= Beginning of Section =

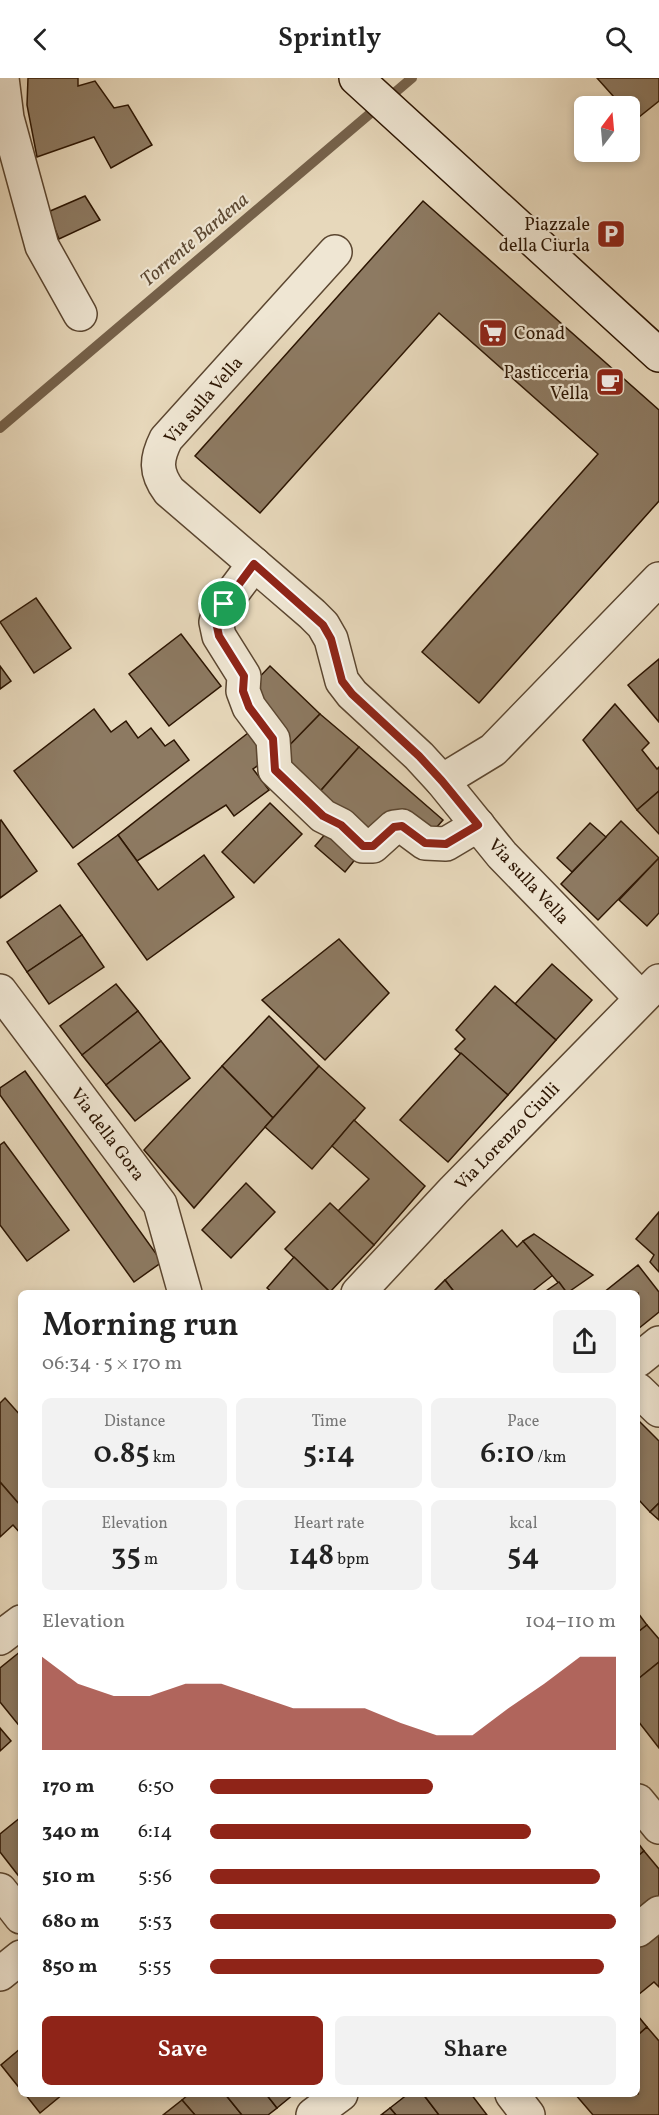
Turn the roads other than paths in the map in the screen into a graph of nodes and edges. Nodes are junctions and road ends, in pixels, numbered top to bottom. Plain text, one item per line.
1 (2, 78) edge
2 (356, 78) edge
3 (335, 252) dead end
4 (80, 314) dead end
5 (659, 355) edge
6 (254, 564) junction
7 (659, 579) edge
8 (442, 781) junction
9 (478, 825) junction
10 (650, 989) edge
11 (0, 991) edge
12 (184, 1290) edge
13 (361, 1290) edge
14 (659, 1343) edge
15 (640, 1358) edge
16 (640, 1392) edge
17 (659, 1410) edge
18 (18, 1624) edge
19 (0, 1638) edge
20 (640, 1803) edge
21 (659, 1827) edge
22 (0, 1890) edge
23 (18, 1913) edge
24 (659, 1913) edge
25 (640, 1928) edge
26 (18, 1960) edge
27 (0, 1974) edge
28 (336, 2097) edge
29 (514, 2097) edge
30 (313, 2115) edge
31 (528, 2115) edge

1 - 4 street
2 - 5 street
3 - 6 street, Via sulla Vella
6 - 8 street, Via sulla Vella
6 - 9 street
7 - 8 street
8 - 9 street, Via sulla Vella
9 - 10 street, Via sulla Vella
10 - 13 street, Via Lorenzo Ciulli
11 - 12 street, Via della Gora
14 - 15 street
16 - 17 street
18 - 19 street
20 - 21 street
22 - 23 street
24 - 25 street
26 - 27 street
28 - 30 street
29 - 31 street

= End of Section =

What you have to do
Each record above is to be copied out exactly; its pictures are not.

Reply to the task
Turn the roads other than paths in the map in the screen into a graph of nodes and edges. Nodes are junctions and road ends, in pixels, numbered top to bottom. Plain text, one item per line.
1 (2, 78) edge
2 (356, 78) edge
3 (335, 252) dead end
4 (80, 314) dead end
5 (659, 355) edge
6 (254, 564) junction
7 (659, 579) edge
8 (442, 781) junction
9 (478, 825) junction
10 (650, 989) edge
11 (0, 991) edge
12 (184, 1290) edge
13 (361, 1290) edge
14 (659, 1343) edge
15 (640, 1358) edge
16 (640, 1392) edge
17 (659, 1410) edge
18 (18, 1624) edge
19 (0, 1638) edge
20 (640, 1803) edge
21 (659, 1827) edge
22 (0, 1890) edge
23 (18, 1913) edge
24 (659, 1913) edge
25 (640, 1928) edge
26 (18, 1960) edge
27 (0, 1974) edge
28 (336, 2097) edge
29 (514, 2097) edge
30 (313, 2115) edge
31 (528, 2115) edge

1 - 4 street
2 - 5 street
3 - 6 street, Via sulla Vella
6 - 8 street, Via sulla Vella
6 - 9 street
7 - 8 street
8 - 9 street, Via sulla Vella
9 - 10 street, Via sulla Vella
10 - 13 street, Via Lorenzo Ciulli
11 - 12 street, Via della Gora
14 - 15 street
16 - 17 street
18 - 19 street
20 - 21 street
22 - 23 street
24 - 25 street
26 - 27 street
28 - 30 street
29 - 31 street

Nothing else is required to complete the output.